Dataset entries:

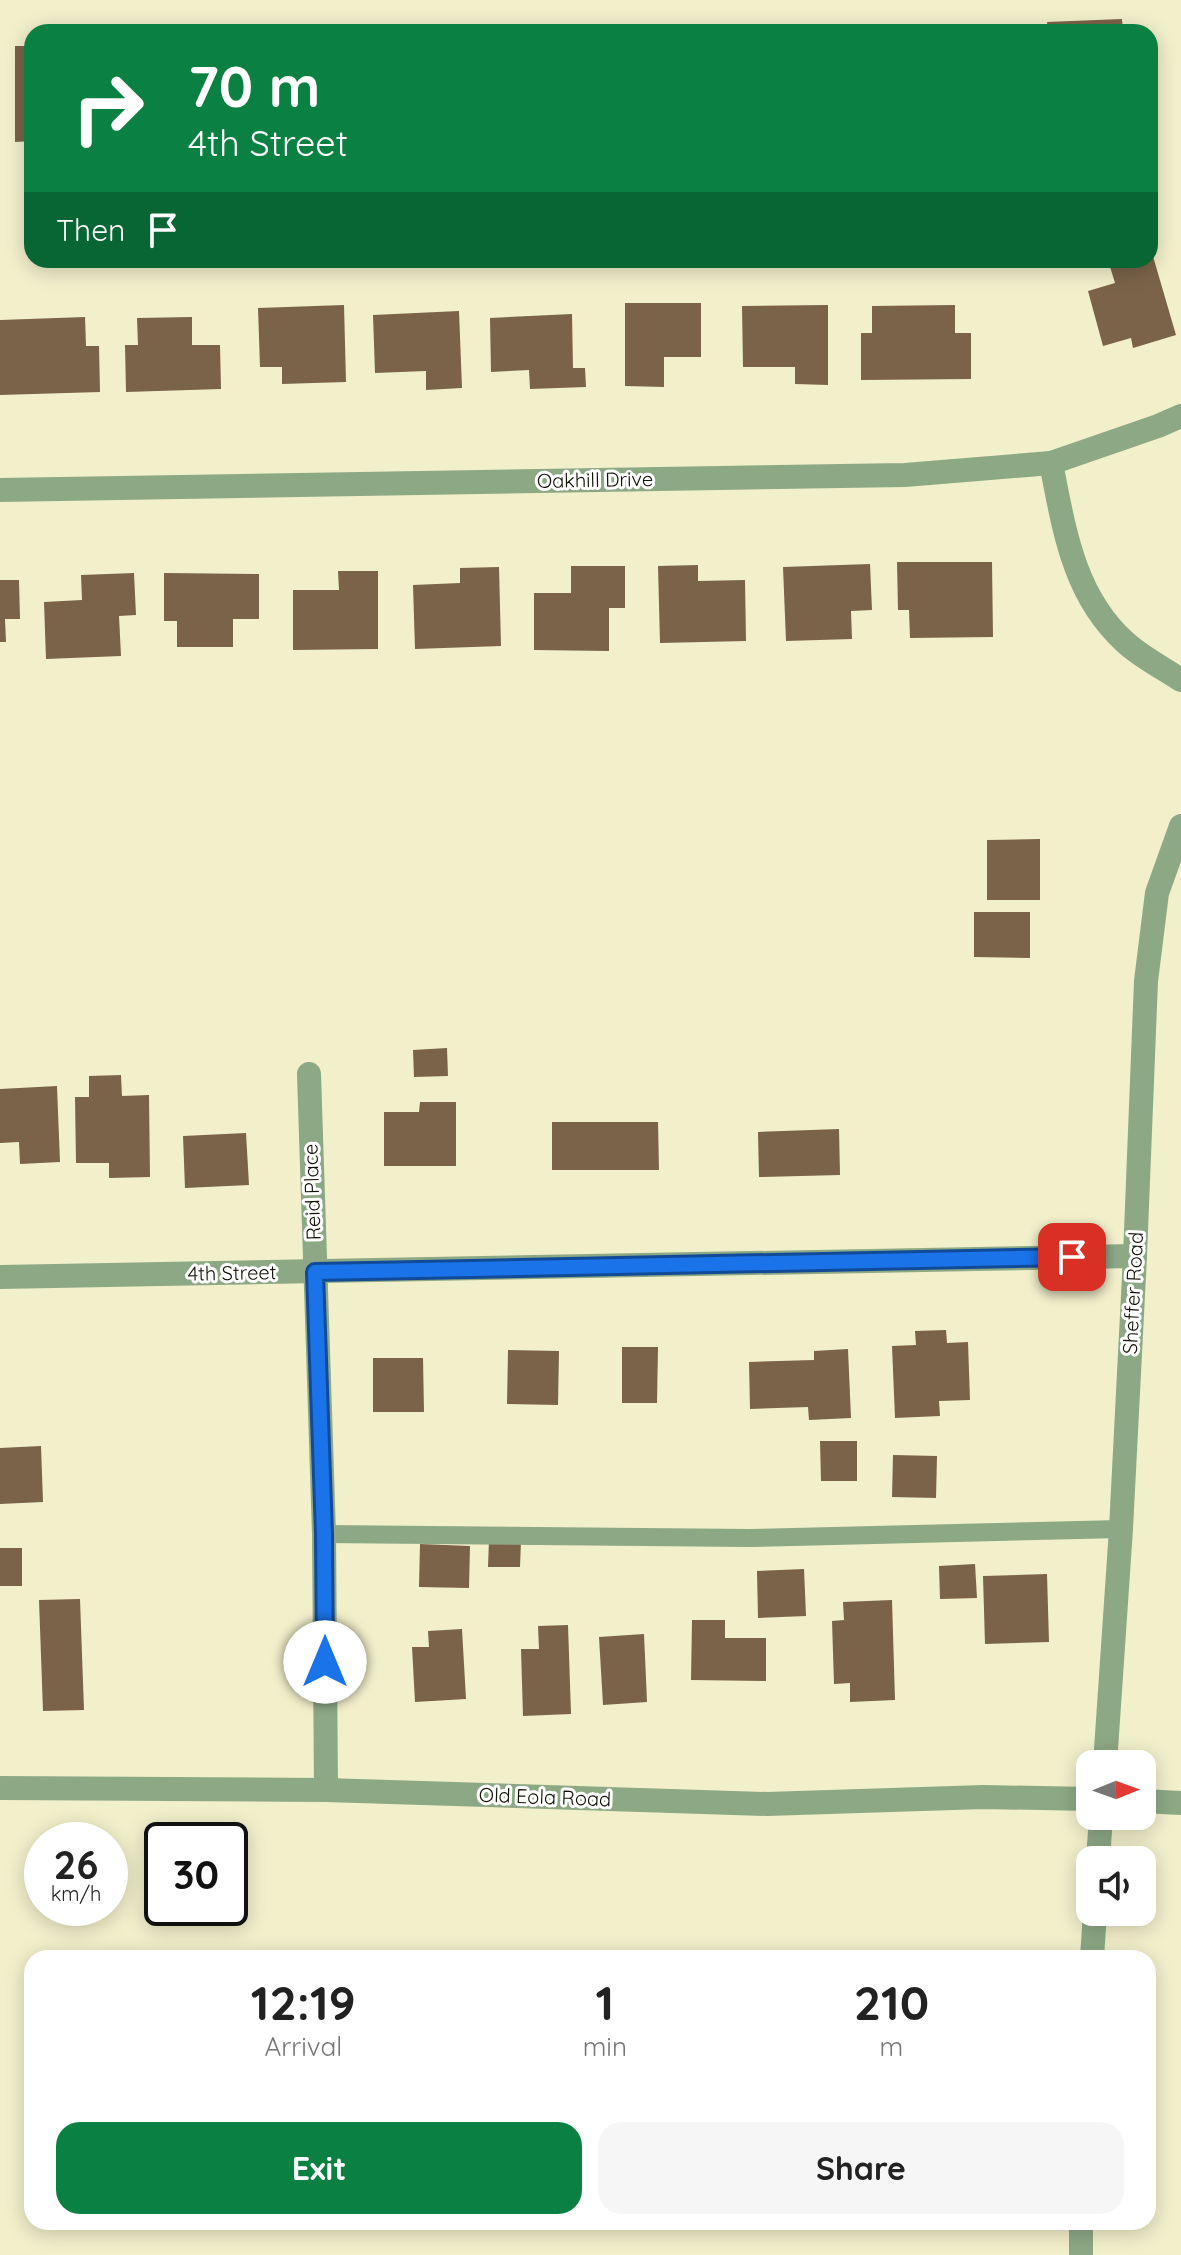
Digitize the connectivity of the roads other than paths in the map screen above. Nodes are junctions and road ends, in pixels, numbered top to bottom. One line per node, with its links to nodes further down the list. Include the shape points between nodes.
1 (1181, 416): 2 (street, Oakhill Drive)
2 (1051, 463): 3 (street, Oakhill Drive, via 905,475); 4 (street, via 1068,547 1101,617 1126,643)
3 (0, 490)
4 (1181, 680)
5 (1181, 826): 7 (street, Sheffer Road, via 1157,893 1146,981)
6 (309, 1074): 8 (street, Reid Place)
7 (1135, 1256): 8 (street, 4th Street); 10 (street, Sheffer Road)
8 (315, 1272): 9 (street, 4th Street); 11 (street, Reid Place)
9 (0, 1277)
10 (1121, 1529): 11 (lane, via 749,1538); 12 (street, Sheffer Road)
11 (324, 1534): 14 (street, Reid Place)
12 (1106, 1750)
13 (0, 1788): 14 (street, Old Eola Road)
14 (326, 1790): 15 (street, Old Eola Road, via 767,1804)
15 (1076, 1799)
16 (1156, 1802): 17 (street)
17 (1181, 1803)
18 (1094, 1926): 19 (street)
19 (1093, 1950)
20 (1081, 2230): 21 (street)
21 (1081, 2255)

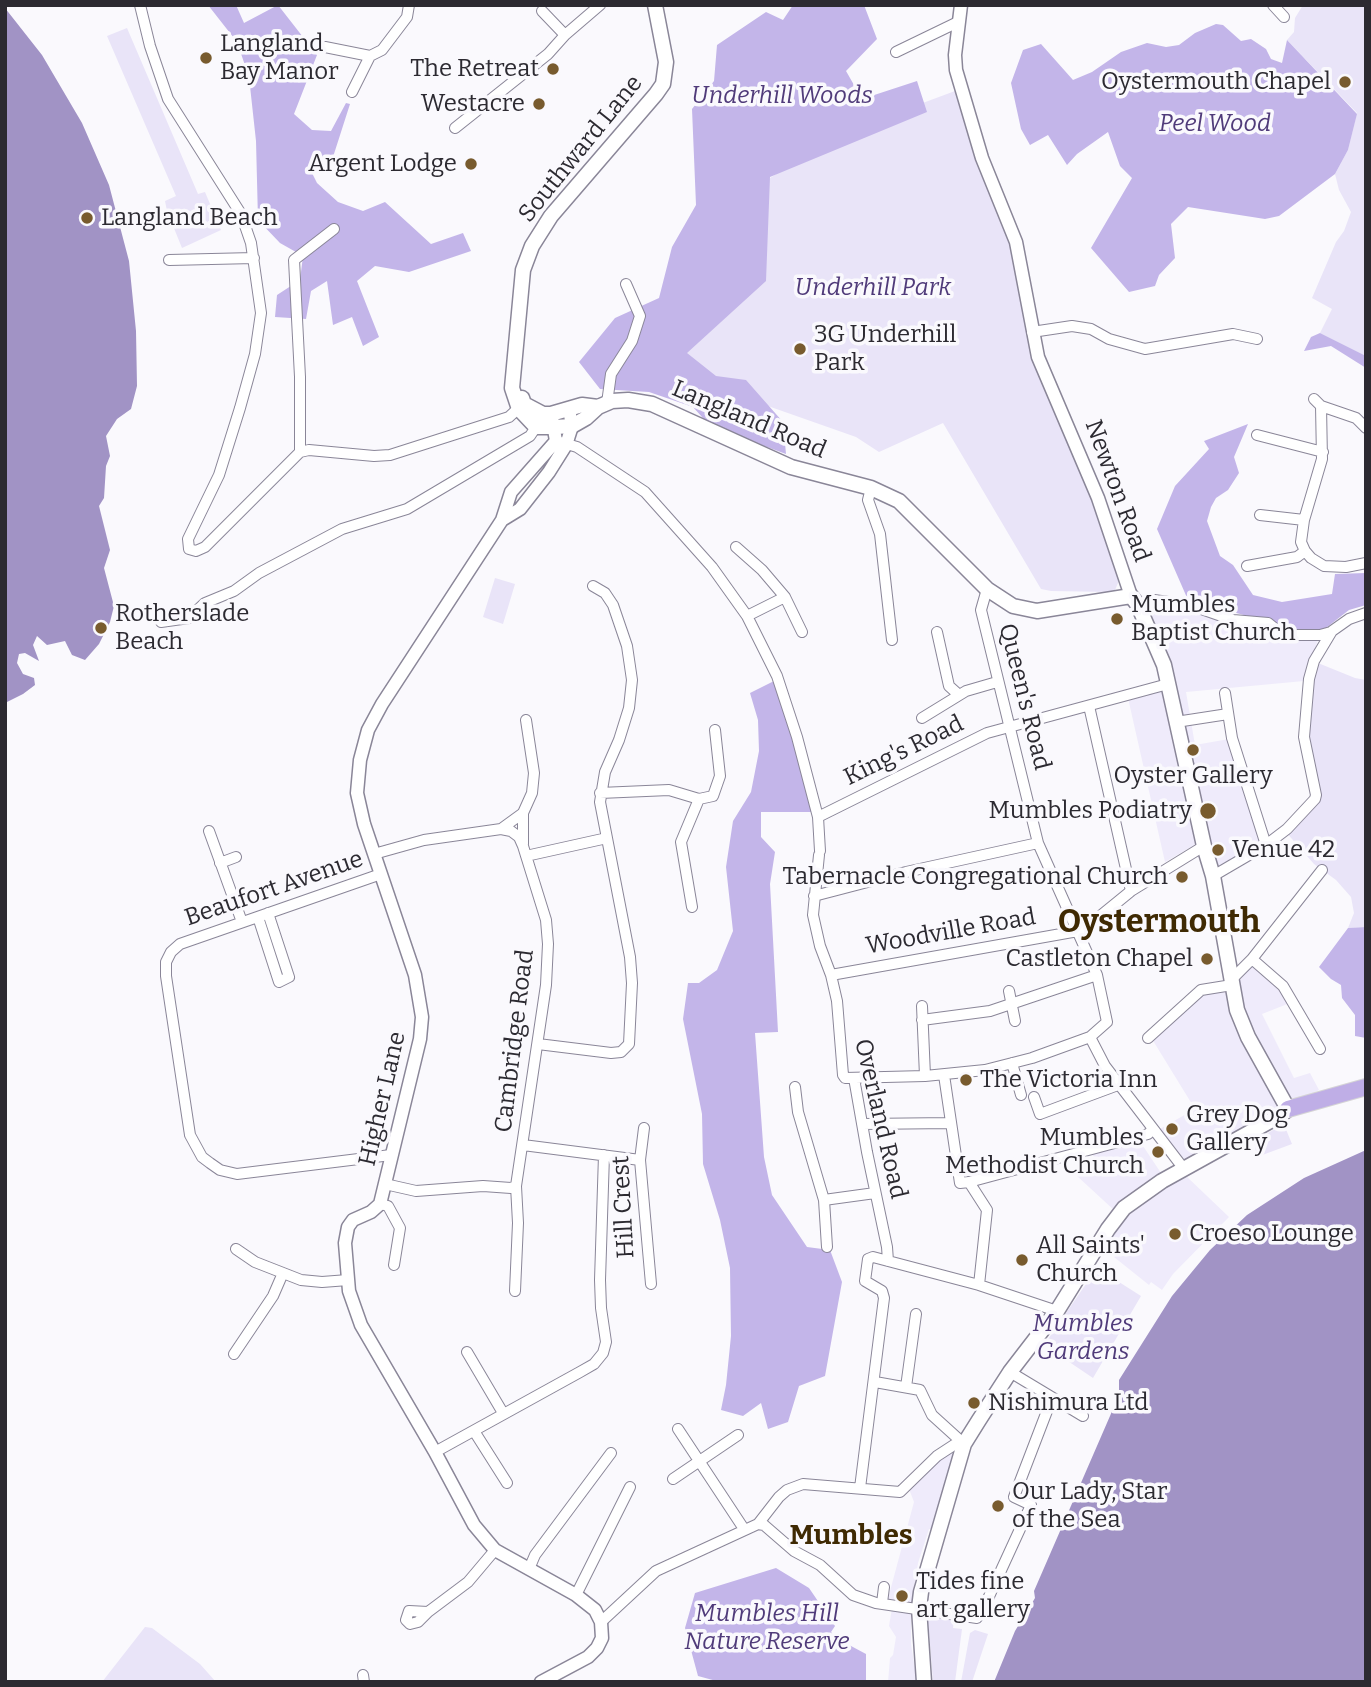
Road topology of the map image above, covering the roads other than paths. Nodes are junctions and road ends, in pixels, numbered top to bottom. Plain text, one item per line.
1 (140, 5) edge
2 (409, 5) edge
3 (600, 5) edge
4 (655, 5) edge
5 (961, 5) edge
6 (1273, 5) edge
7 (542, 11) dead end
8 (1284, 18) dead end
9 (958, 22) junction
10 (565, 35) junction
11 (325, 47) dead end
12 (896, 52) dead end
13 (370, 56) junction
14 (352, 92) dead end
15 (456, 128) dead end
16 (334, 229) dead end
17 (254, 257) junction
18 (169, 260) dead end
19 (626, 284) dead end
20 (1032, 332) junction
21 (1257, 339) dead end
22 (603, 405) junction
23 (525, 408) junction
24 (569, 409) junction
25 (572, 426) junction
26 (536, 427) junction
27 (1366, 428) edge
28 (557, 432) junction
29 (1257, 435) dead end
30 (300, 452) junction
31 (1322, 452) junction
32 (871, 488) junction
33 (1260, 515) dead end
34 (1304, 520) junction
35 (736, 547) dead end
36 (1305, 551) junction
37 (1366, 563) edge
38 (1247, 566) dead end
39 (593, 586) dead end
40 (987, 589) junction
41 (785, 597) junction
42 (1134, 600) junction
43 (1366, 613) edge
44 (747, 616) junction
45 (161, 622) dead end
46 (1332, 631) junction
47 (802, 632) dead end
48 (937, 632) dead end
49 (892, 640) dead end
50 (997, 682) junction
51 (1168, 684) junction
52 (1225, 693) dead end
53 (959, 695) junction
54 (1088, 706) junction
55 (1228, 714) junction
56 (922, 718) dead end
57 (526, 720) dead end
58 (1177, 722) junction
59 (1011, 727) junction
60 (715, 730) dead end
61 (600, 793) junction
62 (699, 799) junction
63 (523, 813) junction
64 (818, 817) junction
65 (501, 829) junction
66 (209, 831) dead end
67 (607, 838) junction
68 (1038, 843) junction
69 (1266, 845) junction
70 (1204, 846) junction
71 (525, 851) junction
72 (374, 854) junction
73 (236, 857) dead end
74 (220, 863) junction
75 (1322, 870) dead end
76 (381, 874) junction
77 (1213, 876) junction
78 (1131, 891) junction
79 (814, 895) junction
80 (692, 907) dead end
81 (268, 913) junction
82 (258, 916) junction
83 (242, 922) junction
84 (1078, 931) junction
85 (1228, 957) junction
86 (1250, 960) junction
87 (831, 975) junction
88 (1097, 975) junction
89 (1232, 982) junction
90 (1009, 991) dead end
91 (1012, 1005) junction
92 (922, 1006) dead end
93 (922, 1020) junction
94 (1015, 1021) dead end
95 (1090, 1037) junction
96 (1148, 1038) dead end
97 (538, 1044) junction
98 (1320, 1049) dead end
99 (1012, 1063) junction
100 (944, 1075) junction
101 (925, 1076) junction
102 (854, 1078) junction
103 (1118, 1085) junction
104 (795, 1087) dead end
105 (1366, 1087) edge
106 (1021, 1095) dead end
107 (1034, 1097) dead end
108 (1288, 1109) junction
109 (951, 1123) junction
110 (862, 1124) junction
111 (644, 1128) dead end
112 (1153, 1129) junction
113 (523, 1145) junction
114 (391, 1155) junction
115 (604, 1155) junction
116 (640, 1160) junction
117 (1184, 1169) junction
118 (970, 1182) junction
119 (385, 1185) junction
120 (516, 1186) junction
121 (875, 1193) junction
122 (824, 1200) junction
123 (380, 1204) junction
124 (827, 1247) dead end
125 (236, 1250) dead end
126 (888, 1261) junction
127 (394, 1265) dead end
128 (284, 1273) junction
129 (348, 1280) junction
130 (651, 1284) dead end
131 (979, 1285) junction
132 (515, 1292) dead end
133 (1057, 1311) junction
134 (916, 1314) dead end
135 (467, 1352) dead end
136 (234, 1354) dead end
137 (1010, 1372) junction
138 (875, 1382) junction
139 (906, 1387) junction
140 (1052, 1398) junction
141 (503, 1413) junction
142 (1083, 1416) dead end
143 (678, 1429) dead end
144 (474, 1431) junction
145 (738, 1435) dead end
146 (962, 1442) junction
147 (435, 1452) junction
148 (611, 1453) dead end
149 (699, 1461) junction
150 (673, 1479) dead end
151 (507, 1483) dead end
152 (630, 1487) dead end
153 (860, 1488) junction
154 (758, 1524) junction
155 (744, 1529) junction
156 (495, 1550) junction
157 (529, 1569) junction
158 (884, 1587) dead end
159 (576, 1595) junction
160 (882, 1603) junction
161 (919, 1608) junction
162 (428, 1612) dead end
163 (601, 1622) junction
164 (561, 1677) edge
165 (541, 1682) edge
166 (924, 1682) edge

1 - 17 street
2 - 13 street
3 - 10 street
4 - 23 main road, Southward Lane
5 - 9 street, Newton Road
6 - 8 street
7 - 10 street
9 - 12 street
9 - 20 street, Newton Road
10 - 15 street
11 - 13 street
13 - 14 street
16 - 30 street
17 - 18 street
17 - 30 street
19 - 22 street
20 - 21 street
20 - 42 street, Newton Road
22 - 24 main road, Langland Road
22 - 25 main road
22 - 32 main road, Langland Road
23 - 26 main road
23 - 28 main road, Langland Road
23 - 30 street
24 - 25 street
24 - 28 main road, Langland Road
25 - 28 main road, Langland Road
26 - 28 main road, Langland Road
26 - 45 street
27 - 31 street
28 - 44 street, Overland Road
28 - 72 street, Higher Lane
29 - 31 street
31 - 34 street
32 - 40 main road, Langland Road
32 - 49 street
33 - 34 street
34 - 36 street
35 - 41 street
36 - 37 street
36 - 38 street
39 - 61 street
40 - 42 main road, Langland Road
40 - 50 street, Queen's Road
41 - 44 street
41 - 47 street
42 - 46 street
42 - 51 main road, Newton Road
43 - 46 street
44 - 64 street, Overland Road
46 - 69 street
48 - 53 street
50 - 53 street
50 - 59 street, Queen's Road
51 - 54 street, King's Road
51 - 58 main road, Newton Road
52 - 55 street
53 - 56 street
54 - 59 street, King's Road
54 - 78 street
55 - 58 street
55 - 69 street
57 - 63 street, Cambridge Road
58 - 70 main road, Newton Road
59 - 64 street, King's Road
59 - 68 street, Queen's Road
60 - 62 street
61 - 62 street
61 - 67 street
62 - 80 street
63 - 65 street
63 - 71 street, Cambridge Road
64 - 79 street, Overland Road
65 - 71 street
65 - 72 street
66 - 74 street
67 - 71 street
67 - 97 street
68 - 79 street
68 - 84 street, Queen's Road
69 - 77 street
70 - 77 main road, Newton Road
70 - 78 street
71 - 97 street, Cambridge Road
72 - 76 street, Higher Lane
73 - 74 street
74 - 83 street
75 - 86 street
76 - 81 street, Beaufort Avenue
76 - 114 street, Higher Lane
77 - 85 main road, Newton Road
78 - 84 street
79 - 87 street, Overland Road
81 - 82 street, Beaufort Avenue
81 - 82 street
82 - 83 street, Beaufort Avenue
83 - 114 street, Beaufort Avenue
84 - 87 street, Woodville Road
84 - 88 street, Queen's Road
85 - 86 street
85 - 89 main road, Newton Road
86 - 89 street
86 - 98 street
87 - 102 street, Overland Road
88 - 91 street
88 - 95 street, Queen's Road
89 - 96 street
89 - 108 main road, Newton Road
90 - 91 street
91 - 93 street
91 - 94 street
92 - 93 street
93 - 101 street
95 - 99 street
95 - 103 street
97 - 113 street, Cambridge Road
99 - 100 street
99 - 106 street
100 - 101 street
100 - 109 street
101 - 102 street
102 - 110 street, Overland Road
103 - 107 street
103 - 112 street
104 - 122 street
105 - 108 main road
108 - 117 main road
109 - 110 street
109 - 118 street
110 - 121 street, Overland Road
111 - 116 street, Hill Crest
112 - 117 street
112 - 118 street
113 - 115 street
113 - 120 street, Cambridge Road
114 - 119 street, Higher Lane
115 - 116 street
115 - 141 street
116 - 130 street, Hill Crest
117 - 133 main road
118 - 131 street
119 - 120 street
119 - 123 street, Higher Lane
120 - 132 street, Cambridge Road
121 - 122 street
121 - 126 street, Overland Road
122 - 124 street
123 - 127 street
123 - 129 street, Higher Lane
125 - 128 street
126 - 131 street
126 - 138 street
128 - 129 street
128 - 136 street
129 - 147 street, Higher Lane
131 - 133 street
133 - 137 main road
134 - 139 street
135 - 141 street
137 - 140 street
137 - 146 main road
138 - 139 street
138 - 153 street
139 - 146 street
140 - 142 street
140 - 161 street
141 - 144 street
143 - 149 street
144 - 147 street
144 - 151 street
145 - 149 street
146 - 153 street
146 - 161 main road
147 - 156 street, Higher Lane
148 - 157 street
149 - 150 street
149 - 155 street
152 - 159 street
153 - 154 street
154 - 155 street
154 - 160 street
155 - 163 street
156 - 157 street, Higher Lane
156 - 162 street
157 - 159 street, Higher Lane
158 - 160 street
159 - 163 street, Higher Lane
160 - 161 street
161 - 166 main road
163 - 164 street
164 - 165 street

● **Your task**: Return solely the count of lines in the data above in which the word "Cambridge" occurs.

● **Output**: 6